Andini tidak ingin berspekulasi apapun atas perintah Andhika yang tetap menyuruhnya kembali ke apartemen mengingat laki-laki itu belum sepenuhnya menerima dirinya juga karena di rumah masih ada Scarlett yang menginap.

Sesampainya di apartemen, baru saja berganti pakaian, ada tamu yang memencet bel berkali-kali dengan tidak sabaran. Karena ia pikir Andhika yang mungkin butuh sesuatu, tanpa prasangka apapun, ia segera membukanya dan ternyata...

"Mbak Scarlett?"

Tanpa ba-bi-bu Scarlett menampar wajah Andini sekeras mungkin hingga terasa panas dan telinganya seperti berdenging dan air matanya meleleh sendiri.

"Minggir lo!" perintahnya sambil mendorong Andini hingga menabrak dinding lalu masuk ke dalam unit.

Andini tetap berdiri terpaku untuk melakukan sesuatu.

"Tutup pintunya!" perintah Scarlett lagi, tapi karena Andini tak beranjak sedikitpun, ia yang akhirnya menutup pintu unit dengan kasar dan menyeret Andini ke dalam lalu mendorongnya hingga jatuh ke lantai.

"Aduh!" erang Andini kesakitan kala tubuhnya terantuk lantai.

Scarlett jongkok di hadapannya dengan wajah murka. "Lo udah gue kasih duit banyak buat ngejauh dari Andhika.
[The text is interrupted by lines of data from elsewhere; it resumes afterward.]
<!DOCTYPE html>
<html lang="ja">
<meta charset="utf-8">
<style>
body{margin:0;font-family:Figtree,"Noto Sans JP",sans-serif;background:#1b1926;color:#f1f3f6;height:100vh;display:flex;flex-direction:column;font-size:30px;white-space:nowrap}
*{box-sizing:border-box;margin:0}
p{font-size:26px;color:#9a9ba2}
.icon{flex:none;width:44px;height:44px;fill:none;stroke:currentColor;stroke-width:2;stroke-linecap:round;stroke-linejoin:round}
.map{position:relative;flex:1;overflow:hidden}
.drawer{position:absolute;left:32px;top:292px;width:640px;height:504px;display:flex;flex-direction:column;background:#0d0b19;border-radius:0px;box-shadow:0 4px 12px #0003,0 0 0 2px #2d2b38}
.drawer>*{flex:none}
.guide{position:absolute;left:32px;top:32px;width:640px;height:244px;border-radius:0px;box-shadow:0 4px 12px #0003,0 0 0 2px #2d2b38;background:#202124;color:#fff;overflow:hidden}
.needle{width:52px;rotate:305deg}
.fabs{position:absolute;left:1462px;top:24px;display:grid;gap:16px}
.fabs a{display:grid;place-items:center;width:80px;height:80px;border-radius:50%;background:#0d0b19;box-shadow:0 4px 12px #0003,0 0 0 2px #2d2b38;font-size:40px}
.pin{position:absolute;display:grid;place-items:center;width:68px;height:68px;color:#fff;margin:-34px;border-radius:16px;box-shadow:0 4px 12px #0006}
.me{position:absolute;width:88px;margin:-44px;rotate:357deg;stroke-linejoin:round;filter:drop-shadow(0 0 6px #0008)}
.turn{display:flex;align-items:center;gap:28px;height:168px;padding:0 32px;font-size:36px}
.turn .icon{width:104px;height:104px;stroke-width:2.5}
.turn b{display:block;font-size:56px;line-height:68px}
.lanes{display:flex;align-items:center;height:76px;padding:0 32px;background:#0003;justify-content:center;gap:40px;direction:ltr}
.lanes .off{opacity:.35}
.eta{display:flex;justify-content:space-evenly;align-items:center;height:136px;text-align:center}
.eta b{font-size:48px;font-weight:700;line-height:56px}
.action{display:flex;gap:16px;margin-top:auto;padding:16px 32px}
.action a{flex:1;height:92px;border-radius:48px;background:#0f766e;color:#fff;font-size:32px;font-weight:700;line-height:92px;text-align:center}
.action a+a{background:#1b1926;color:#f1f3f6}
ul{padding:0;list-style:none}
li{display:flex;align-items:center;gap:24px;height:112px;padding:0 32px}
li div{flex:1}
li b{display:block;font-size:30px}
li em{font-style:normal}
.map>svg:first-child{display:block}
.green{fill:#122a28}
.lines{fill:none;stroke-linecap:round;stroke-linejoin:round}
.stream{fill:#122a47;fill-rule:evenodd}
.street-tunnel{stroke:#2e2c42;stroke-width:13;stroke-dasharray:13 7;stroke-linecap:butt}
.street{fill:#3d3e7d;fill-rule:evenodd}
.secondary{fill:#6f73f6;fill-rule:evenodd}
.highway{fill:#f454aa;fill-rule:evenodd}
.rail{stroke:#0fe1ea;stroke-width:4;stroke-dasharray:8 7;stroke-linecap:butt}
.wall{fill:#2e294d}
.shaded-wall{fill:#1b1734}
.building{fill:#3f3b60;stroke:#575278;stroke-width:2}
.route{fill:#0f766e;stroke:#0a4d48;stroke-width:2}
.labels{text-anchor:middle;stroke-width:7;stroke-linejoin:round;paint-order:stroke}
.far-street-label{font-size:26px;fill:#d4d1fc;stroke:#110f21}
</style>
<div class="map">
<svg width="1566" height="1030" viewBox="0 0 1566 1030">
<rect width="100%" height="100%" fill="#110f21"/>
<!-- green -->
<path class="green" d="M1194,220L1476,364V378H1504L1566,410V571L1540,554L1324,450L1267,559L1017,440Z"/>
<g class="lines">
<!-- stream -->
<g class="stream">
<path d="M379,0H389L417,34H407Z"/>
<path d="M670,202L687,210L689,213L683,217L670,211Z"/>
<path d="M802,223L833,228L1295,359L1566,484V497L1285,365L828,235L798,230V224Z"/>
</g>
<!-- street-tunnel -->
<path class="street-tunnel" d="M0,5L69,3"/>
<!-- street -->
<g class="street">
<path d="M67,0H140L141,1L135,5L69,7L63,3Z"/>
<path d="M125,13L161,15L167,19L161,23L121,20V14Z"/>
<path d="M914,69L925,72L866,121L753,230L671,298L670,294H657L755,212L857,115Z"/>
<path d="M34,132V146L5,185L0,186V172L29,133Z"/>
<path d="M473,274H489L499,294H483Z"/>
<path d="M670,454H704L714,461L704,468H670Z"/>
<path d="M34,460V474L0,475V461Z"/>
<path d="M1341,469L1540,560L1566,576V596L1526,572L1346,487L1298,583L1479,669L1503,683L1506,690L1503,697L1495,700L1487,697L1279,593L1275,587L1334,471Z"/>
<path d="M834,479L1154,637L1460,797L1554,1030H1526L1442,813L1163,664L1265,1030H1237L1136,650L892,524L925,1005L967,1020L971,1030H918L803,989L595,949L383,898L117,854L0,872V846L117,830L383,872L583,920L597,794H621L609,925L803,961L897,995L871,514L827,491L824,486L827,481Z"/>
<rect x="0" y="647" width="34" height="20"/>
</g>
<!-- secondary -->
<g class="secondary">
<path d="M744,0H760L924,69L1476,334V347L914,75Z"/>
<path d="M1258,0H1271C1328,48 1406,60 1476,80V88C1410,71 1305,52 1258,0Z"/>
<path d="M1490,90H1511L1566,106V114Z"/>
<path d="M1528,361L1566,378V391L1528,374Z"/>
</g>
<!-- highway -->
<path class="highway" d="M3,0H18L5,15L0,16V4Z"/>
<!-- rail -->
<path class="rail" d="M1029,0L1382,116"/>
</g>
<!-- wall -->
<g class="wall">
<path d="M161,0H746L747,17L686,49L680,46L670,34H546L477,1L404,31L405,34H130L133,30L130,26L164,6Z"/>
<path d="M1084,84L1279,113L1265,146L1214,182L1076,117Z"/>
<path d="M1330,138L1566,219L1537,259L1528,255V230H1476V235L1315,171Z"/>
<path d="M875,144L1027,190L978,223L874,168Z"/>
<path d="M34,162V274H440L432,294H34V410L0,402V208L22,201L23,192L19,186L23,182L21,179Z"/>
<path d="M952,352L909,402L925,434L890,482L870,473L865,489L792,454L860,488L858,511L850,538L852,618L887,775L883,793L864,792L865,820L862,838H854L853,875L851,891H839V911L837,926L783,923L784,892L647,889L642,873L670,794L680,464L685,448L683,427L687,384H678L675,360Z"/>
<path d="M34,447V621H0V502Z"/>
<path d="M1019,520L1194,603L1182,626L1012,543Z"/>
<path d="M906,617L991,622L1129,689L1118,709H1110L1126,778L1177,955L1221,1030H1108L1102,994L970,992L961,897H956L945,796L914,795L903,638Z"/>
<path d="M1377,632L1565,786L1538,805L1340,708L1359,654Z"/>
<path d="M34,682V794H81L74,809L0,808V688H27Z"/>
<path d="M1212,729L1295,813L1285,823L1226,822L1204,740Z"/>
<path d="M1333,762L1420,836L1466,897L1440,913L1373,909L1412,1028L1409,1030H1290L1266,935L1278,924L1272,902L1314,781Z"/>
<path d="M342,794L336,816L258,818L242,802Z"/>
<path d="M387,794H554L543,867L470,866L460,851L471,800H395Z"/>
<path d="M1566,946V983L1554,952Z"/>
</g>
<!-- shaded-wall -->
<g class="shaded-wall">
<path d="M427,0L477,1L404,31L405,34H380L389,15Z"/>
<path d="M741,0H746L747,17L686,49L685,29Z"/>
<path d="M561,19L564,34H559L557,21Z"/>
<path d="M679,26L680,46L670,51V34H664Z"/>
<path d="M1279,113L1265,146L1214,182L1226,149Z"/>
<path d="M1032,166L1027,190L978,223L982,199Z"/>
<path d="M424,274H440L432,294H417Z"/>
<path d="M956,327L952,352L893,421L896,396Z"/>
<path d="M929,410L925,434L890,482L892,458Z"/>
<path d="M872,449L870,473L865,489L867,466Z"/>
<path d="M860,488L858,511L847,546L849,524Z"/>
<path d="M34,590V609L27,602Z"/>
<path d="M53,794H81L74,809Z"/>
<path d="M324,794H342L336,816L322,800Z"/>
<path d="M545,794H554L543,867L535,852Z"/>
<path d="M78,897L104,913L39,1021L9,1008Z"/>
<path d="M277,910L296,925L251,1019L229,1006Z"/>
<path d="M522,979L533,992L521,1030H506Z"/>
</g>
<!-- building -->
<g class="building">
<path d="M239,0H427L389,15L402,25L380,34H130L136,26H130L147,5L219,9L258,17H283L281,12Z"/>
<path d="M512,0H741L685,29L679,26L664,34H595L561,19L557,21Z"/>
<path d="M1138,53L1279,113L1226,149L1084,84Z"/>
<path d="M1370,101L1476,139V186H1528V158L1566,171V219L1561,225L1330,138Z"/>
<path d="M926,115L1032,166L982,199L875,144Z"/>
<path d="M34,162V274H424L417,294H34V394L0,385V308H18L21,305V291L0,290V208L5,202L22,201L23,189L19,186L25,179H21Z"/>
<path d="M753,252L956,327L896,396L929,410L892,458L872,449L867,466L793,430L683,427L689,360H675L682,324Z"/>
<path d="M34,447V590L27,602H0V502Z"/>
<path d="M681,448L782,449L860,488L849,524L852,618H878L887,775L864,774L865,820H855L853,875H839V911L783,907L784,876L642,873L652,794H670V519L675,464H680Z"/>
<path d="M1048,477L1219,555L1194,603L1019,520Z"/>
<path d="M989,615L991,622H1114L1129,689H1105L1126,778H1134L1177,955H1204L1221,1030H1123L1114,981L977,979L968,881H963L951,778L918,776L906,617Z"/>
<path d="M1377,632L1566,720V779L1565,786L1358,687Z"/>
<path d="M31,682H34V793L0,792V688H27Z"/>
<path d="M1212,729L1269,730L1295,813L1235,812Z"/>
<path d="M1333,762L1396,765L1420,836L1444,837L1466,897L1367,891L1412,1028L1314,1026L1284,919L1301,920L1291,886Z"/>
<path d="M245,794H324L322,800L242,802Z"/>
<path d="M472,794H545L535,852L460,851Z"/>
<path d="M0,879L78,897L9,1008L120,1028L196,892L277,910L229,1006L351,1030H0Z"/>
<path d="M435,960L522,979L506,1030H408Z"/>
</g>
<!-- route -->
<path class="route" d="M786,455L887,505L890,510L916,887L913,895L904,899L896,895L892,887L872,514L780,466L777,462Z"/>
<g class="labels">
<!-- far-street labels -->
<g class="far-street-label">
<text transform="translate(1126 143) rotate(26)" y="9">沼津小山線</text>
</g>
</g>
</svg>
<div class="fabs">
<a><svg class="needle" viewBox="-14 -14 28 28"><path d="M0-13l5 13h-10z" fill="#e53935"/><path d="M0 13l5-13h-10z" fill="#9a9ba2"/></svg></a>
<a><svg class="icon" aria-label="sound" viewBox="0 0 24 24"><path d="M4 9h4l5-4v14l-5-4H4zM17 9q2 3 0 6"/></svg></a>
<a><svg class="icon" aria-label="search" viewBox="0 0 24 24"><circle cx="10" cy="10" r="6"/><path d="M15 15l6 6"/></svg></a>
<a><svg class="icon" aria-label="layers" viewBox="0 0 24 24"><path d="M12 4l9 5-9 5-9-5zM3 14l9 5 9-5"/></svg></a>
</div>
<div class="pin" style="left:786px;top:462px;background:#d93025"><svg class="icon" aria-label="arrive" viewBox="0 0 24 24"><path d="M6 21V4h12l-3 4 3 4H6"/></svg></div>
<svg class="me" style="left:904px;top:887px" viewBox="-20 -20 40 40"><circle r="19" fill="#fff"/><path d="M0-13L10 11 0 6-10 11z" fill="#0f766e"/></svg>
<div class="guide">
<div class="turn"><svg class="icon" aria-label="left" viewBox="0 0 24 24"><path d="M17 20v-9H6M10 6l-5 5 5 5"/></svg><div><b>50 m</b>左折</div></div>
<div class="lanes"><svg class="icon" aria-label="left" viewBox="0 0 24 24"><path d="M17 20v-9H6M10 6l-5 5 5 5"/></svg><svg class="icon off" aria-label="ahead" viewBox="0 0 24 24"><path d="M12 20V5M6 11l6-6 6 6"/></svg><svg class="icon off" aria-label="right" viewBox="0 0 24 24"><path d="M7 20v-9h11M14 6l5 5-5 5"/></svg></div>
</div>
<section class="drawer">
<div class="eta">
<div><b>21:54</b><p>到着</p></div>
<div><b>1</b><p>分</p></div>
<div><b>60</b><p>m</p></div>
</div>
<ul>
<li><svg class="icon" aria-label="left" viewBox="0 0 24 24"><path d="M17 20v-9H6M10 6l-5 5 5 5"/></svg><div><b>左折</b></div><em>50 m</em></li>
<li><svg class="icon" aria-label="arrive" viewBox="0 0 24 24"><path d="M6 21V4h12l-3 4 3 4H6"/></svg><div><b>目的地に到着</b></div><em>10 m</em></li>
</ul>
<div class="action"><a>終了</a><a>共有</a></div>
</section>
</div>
Masih kurang? Hah!"

Andini yang ketakutan hanya bisa meringkuk dan menggeleng. Dan gelengannya diartikan oleh Scarlett sebagai pembenaran atas uang pemberiannya. Aktris muda itu membuka tasnya dan melemparkan amplop setebal sebelumnya pada Andini.

"Nih, gue tambah! Jauhi Andhika!"

"Saya nggak ada hubungannya sama Mas Dhika, Mbak," terang Andini disela tangisannya.
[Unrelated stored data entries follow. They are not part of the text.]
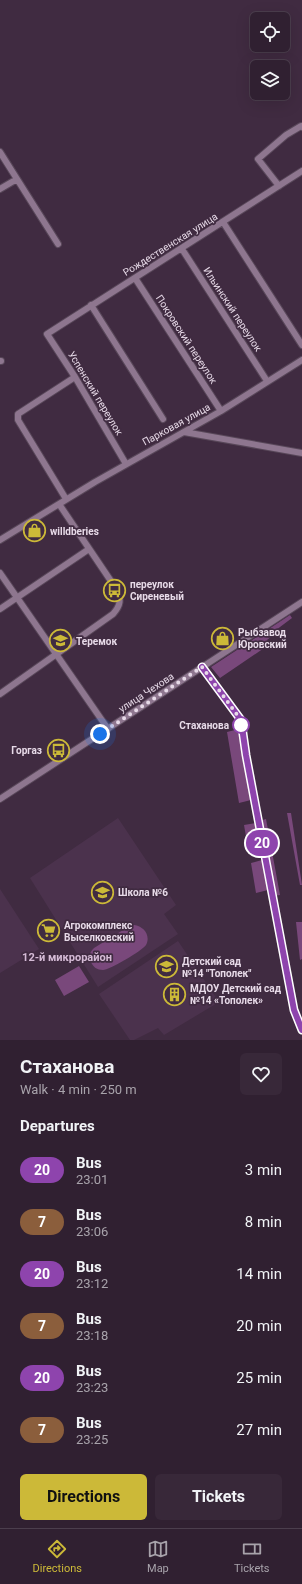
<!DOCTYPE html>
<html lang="en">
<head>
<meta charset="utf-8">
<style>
  body { margin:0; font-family:Roboto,sans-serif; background:#382839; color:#f1f3f6; height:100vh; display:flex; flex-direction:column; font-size:15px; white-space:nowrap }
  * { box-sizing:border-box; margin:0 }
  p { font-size:13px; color:#a8a3ab }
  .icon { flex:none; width:22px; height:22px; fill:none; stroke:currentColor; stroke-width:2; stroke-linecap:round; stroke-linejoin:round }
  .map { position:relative; height:1040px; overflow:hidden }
  .panel { display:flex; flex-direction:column; background:#302031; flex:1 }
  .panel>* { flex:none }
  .badge { padding:0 8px; border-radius:13px; font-size:14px; line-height:26px }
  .buttons { position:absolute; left:250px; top:12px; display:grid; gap:8px }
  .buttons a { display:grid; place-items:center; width:40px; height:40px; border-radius:6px; background:#302031; box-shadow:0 4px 16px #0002,0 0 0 1px #4b3e4d; font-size:20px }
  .you { position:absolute; width:20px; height:20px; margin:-10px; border:3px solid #fff; border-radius:50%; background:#1a73e8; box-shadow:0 0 0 6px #1a73e833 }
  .map>.badge { position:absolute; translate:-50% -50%; box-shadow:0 0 0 2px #fff }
  h2 { padding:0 20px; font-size:15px; line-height:36px }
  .round { display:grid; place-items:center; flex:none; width:42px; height:42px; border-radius:6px; background:#382839 }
  .headline { display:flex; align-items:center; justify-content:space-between; height:68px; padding:0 20px }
  h1 { font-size:19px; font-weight:700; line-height:30px }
  .button { display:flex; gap:8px; margin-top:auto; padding:8px 20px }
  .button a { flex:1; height:46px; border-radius:6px; background:#ccb938; color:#111; font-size:16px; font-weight:700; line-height:46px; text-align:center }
  .button a+a { background:#382839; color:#f1f3f6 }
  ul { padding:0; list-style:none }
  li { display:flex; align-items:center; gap:12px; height:52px; padding:0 20px }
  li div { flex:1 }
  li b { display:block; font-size:15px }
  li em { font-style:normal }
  li .badge { min-width:44px; font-weight:700; text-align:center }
  .menu { display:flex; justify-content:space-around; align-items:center; height:56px; border-top:1px solid #4b3e4d; background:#302031; font-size:11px; color:#a8a3ab }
  .menu a { display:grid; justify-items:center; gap:2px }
  .menu .selected { color:#ccb938 }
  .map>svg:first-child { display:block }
  .built { fill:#4b324d }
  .green { fill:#79487b }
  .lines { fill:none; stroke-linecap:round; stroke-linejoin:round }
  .minor-casing { stroke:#584759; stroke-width:8 }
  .minor { stroke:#8e768f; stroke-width:6 }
  .line-casing { stroke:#fff; stroke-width:9 }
  .line { stroke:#8e44ad; stroke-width:6 }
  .walk { stroke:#e7dae8; stroke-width:4; stroke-dasharray:0 7.2 }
  .stop-dot { fill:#fff; stroke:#8e44ad; stroke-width:2 }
  .labels { text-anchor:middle; stroke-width:3.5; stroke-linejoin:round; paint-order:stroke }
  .street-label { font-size:10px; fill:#e7dae8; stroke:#402b41 }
  .poi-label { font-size:10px; font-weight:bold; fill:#e7dae8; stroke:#402b41; text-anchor:start }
  .stop-label { font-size:10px; font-weight:bold; fill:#e7dae8; stroke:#402b41; text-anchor:end }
  .neighbourhood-label { font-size:11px; font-weight:bold; fill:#d5bbd6; stroke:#402b41 }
</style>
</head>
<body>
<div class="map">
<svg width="302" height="1040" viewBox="0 0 302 1040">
  <rect width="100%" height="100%" fill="#402b41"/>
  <!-- built -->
  <path class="built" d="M 118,818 L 176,905 L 164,914 L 178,934 L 98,987 L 30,878 Z
    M 0,889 L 39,949 L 0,973 Z
    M 178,941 L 219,1002 L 164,1035 L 158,1028 L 134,1040 L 130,1040 L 99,994 Z"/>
  <!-- green -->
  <path class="green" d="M 290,615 L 292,618 L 276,630 L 277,632 L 267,640 L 270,644 L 220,678 L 211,667 Z
    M 239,729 L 251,800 L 239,803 L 227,732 Z
    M 287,813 L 291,813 L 302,885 L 300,885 Z
    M 266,819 L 280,895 L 274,896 L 259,821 Z
    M 256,823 L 261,852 L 249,854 L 244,825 Z
    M 262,860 L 268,890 L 256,893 L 251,863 Z
    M 296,922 L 302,922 L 302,959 L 300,960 Z
    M 134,925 C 144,926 151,936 146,945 C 142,951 109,970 103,970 C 97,970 93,967 91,962 C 88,956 90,952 94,948 L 128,927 Z
    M 79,966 L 89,982 L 64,996 L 55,980 Z"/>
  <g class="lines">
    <defs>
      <path id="minor" d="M 0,152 L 58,244
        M 279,186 L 258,159 L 286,135 L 301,126 L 302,127
        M 0,189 L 17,179
        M 223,222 L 302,345
        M 182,249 L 267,381
        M 135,278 L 221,411
        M 91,305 L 163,419
        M 0,361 L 1,361
        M 184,432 L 302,453
        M 126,464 L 75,377 L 47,334 L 302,171
        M 66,499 L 18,420 L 18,414 L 75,377
        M 0,540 L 95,482 L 221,411 L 302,360
        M 0,573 L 108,729
        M 0,609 L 89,549
        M 202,667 L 241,720 L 246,755 L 294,1010 L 302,1030
        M 0,694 L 113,614 C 121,605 121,600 117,590 L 59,504
        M 0,799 L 302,602"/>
    </defs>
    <!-- minor casing -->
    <use href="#minor" class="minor-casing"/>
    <!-- minor -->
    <use href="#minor" class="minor"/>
  </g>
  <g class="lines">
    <defs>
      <path id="line" d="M 202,667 L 241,720 L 246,755 L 294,1010 L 302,1030"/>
    </defs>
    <!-- line casing -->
    <use href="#line" class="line-casing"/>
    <!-- line -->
    <use href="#line" class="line"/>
    <!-- walk -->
    <path class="walk" d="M 100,734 L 202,667 L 241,720 L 241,725"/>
  </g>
  <!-- icons -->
  <defs>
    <symbol id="shop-ring" viewBox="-11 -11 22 22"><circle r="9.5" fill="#402b41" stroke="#ccb938" stroke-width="1.5"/><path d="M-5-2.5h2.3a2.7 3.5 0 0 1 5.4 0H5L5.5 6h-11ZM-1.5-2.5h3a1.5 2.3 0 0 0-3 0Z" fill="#ccb938"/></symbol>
    <symbol id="bus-ring" viewBox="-11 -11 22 22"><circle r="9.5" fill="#402b41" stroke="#ccb938" stroke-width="1.5"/><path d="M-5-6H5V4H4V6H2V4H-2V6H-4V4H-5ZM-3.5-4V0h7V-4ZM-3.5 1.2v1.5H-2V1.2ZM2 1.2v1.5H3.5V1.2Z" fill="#ccb938"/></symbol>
    <symbol id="school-ring" viewBox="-11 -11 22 22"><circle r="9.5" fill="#402b41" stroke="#ccb938" stroke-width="1.5"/><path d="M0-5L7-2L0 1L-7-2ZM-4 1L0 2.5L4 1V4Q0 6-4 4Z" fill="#ccb938"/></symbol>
    <symbol id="supermarket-ring" viewBox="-11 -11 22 22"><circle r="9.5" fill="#402b41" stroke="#ccb938" stroke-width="1.5"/><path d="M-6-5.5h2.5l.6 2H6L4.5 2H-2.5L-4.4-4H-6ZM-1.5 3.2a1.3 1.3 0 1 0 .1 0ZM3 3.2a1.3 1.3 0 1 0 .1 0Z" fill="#ccb938"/></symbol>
    <symbol id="building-ring" viewBox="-11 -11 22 22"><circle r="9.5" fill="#402b41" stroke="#ccb938" stroke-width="1.5"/><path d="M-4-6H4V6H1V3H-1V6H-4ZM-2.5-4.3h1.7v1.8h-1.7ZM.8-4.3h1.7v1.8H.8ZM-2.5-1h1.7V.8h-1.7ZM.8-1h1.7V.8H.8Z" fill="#ccb938"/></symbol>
  </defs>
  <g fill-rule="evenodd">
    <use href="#shop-ring" x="22" y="518" width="25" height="25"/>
    <use href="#bus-ring" x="102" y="578" width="25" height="25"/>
    <use href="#shop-ring" x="210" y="626" width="25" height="25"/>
    <use href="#school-ring" x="48" y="628" width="25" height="25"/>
    <use href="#bus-ring" x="46" y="738" width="25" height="25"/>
    <use href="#school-ring" x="90" y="880" width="25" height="25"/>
    <use href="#supermarket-ring" x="36" y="918" width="25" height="25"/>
    <use href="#school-ring" x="154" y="954" width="25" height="25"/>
    <use href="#building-ring" x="162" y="982" width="25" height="25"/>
  </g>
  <!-- markers -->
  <circle class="stop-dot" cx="241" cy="725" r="8"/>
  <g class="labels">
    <!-- street labels -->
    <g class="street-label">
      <text transform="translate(170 244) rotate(-32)" y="4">Рождественская улица</text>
      <text transform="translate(233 309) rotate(57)" y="4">Ильинский переулок</text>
      <text transform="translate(187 339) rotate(57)" y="4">Покровский переулок</text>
      <text transform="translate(96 393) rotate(59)" y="4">Успенский переулок</text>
      <text transform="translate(176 424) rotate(-29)" y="4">Парковая улица</text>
      <text transform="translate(146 692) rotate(-33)" y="4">улица Чехова</text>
    </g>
    <!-- poi labels -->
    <g class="poi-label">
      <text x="50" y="535">willdberies</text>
      <text x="130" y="588">переулок<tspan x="130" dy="12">Сиреневый</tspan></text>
      <text x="238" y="636">Рыбзавод<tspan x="238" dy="12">Юровский</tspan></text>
      <text x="76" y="645">Теремок</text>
      <text x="42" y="754" text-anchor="end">Горгаз</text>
      <text x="118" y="896">Школа №6</text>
      <text x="64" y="929">Агрокомплекс<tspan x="64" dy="12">Выселковский</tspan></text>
      <text x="182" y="965">Детский сад<tspan x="182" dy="12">№14 "Тополек"</tspan></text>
      <text x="190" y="992">МДОУ Детский сад<tspan x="190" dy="12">№14 «Тополек»</tspan></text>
    </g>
    <!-- stop labels -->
    <g class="stop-label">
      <text x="229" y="729">Стаханова</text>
    </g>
    <!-- neighbourhood labels -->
    <g class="neighbourhood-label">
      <text x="67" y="961">12-й микрорайон</text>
    </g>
  </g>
</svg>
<div class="buttons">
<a><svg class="icon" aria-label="locate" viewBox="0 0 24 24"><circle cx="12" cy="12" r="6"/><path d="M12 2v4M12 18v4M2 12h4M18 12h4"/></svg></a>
<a><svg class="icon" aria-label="layers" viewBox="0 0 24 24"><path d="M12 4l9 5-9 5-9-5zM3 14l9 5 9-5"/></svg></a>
</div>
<div class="you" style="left:100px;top:734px"></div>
<b class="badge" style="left:262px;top:843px;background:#8e44ad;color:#fff">20</b>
</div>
<section class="panel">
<div class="headline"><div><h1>Стаханова</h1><p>Walk · 4 min · 250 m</p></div><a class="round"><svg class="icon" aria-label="heart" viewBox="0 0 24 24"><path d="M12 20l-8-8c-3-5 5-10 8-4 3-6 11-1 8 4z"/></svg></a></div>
<h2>Departures</h2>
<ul>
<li><span class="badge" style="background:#8e44ad;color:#fff">20</span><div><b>Bus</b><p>23:01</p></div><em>3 min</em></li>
<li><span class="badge" style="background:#8b5e3c;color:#fff">7</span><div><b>Bus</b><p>23:06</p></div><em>8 min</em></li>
<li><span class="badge" style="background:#8e44ad;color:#fff">20</span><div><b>Bus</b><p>23:12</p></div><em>14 min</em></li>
<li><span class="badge" style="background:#8b5e3c;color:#fff">7</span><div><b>Bus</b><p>23:18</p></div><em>20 min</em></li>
<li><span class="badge" style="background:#8e44ad;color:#fff">20</span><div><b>Bus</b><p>23:23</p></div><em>25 min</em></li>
<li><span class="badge" style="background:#8b5e3c;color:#fff">7</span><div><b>Bus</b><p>23:25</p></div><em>27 min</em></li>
</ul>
<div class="button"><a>Directions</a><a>Tickets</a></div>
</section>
<nav class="menu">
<a class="selected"><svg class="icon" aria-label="directions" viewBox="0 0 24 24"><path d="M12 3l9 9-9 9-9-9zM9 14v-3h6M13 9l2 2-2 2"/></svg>Directions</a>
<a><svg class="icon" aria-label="map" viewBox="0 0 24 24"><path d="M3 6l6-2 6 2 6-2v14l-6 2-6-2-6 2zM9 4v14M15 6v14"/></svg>Map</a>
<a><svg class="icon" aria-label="tickets" viewBox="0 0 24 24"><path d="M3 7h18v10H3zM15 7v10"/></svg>Tickets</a>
</nav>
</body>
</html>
"Halah, air mata buaya. Kalau nggak ada, kenapa semalam dia milih di sini sama lo daripada pulang ke rumah? Gue pacarnya! Gue tungguin dia di rumah nggak ada kabar, nggak tahunya..."

Andini menggeleng. "Saya nggak minta Mas Dhika untuk jemput, Mbak."

Scarlett lebih mendekatkan wajahnya pada Andini. "Lo bilang bukan orang yang dijodohkan dengan Andhika, tapi lo nempel banget ke dia. Kalau butuh sekolah, ya sudah, sekolah saja. Nggak usah macam-macam! Makanya, kalau miskin nggak usah terlalu banyak berkhayal! Mimpi lo ketinggian. Cinderella itu cuma dongeng! Jadi orang yang realistis! Ini peringatan kedua buat lo." Lalu ia bangkit dan sedikit menendang Andini sebelum pergi.

"Ibu...Ayah...aku mau pulang saja, Bu, Yah!" Andini mengadu sambil menangis dengan posisi yang masih sama seperti Scarlett meninggalkannya.